**AIM OF THE EXERCISE**
Copy out every entry, keeping each character the same.

**STUDY MATERIAL**
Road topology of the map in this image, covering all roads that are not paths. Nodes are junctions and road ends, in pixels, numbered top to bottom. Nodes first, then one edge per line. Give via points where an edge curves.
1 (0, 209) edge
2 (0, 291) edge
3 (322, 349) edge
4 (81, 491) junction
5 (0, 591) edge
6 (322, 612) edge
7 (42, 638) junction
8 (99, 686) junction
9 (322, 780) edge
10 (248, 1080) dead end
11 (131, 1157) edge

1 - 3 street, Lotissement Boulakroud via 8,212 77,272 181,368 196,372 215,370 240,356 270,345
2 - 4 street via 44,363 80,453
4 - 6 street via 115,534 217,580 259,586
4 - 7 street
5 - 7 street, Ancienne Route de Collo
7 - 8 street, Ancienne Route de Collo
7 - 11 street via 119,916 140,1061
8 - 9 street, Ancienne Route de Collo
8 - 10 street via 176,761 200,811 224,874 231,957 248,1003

**WRITTEN ANSWER**
Road topology of the map in this image, covering all roads that are not paths. Nodes are junctions and road ends, in pixels, numbered top to bottom. Nodes first, then one edge per line. Give via points where an edge curves.
1 (0, 209) edge
2 (0, 291) edge
3 (322, 349) edge
4 (81, 491) junction
5 (0, 591) edge
6 (322, 612) edge
7 (42, 638) junction
8 (99, 686) junction
9 (322, 780) edge
10 (248, 1080) dead end
11 (131, 1157) edge

1 - 3 street, Lotissement Boulakroud via 8,212 77,272 181,368 196,372 215,370 240,356 270,345
2 - 4 street via 44,363 80,453
4 - 6 street via 115,534 217,580 259,586
4 - 7 street
5 - 7 street, Ancienne Route de Collo
7 - 8 street, Ancienne Route de Collo
7 - 11 street via 119,916 140,1061
8 - 9 street, Ancienne Route de Collo
8 - 10 street via 176,761 200,811 224,874 231,957 248,1003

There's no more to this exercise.